Connectivity & egress: Ensure outbound rules and proxies allow required LAS endpoints (per product docs).
Contracts & renewals: Coordinate with procurement so terms/quantities align to your LAS entitlements before cutover. (Citrix notes LAS will automate entitlement updates at renewal.)
Risk scenarios to avoid
“We’ll do it next quarter.” After April 15, 2026, legacy file-based licenses stop working; delay risks outright service impact.
Partial upgrades without LAS enablement. Being on a current build but not activated through LAS still leaves you exposed.
Ignoring NetScaler. ADCs also move under LAS requirements; don’t let edge licensing be the bottleneck.
FAQs (condensed)
Does this affect Citrix Cloud only deployments?
No—Citrix states Cloud-only customers are not impacted by the LAS transition.

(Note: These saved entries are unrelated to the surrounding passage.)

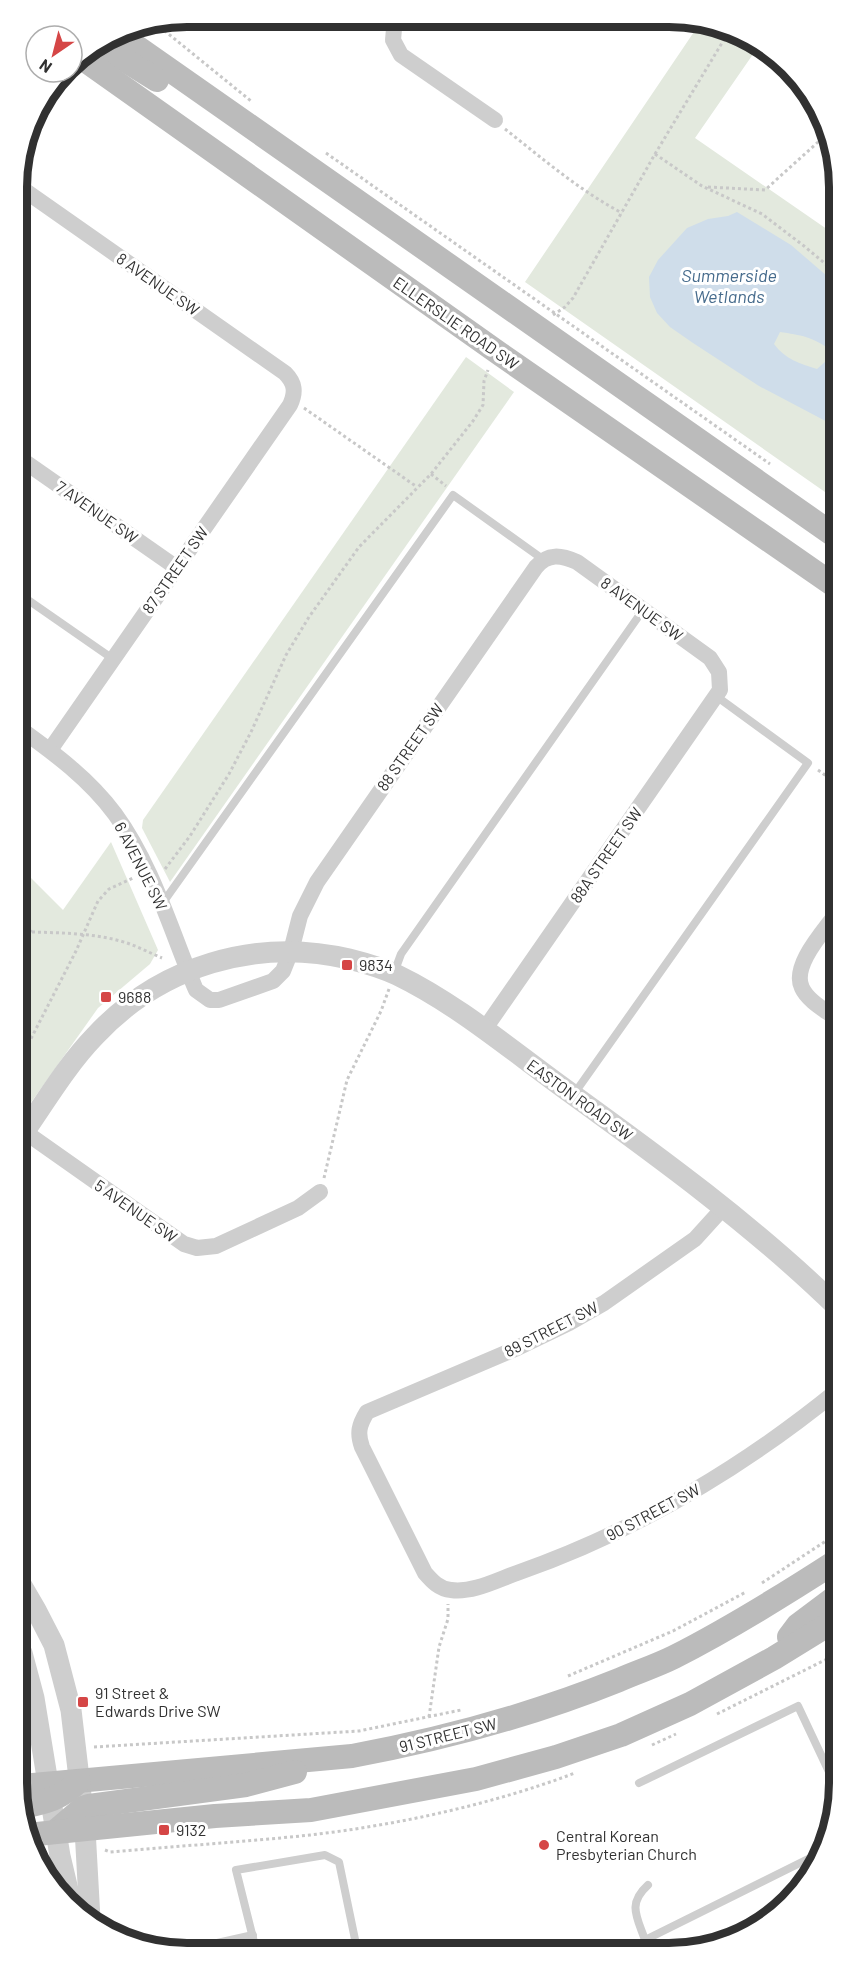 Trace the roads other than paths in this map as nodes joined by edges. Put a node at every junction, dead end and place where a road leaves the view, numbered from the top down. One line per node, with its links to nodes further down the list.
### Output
1 (394, 27): 5 (street)
2 (126, 39): 6 (main road)
3 (106, 49): 6 (main road)
4 (87, 63): 13 (main road, ELLERSLIE ROAD SW)
5 (495, 120)
6 (265, 138): 10 (main road)
7 (27, 192): 8 (street, 8 AVENUE SW)
8 (293, 394): 12 (street, 87 STREET SW)
9 (27, 463): 12 (street, 7 AVENUE SW)
10 (829, 532)
11 (548, 558): 15 (street, 8 AVENUE SW); 21 (lane); 23 (street, 88 STREET SW)
12 (177, 568): 16 (street, 87 STREET SW)
13 (829, 582)
14 (27, 599): 16 (lane)
15 (643, 610): 17 (street, 8 AVENUE SW); 25 (lane)
16 (113, 659): 20 (street, 87 STREET SW)
17 (721, 677): 18 (street, 88A STREET SW)
18 (716, 696): 27 (street, 88A STREET SW); 28 (lane)
19 (27, 734): 20 (street, 6 AVENUE SW)
20 (50, 750): 21 (street, 6 AVENUE SW)
21 (162, 905): 24 (street, 6 AVENUE SW)
22 (829, 924): 26 (street)
23 (291, 951): 24 (street, EASTON ROAD SW); 24 (street); 25 (street, EASTON ROAD SW)
24 (187, 970): 29 (street, EASTON ROAD SW)
25 (393, 973): 27 (street, EASTON ROAD SW)
26 (829, 1013)
27 (484, 1030): 28 (street, EASTON ROAD SW)
28 (573, 1095): 32 (street, EASTON ROAD SW)
29 (27, 1128)
30 (27, 1138): 31 (street, 5 AVENUE SW)
31 (320, 1192)
32 (724, 1206): 33 (street, EASTON ROAD SW); 36 (street, 89 STREET SW)
33 (829, 1301)
34 (829, 1397): 36 (street, 90 STREET SW)
35 (829, 1566): 42 (main road, 91 STREET SW)
36 (449, 1590)
37 (27, 1595): 44 (street)
38 (829, 1602): 40 (main road)
39 (829, 1624): 40 (main road)
40 (774, 1658): 49 (main road)
41 (27, 1672): 47 (street)
42 (352, 1756): 44 (main road, 91 STREET SW); 49 (main road)
43 (829, 1772): 45 (lane)
44 (80, 1780): 47 (main road); 49 (street)
45 (639, 1783)
46 (27, 1787): 47 (main road)
47 (50, 1792): 48 (main road); 50 (street)
48 (28, 1805)
49 (84, 1818): 50 (main road); 55 (street)
50 (56, 1831): 51 (main road); 54 (street)
51 (35, 1834)
52 (810, 1858): 53 (lane)
53 (648, 1885)
54 (68, 1889)
55 (89, 1909)
56 (253, 1935): 57 (lane); 58 (lane); 59 (lane)
57 (217, 1943)
58 (255, 1943)
59 (356, 1943)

What happens if we don’t move by the deadline?
Citrix says legacy licensing will cease to function, leading to loss of functionality.
Will we still need a license server?
LAS shifts activation and entitlement to a cloud service, reducing reliance on traditional license servers and associated outages. Review product docs for any component-specific services still required.
Next steps you can schedule today
Executive brief (30 mins): Confirm scope, budget owner, and deadline risk.
LAS readiness workshop (2 hrs): Versions, upgrade matrix, maintenance calendar.
Pilot cutover (1–2 weeks): One CVAD site + one ADC pair.
Global rollout: Waves every 1–2 weeks with rollback checkpoints.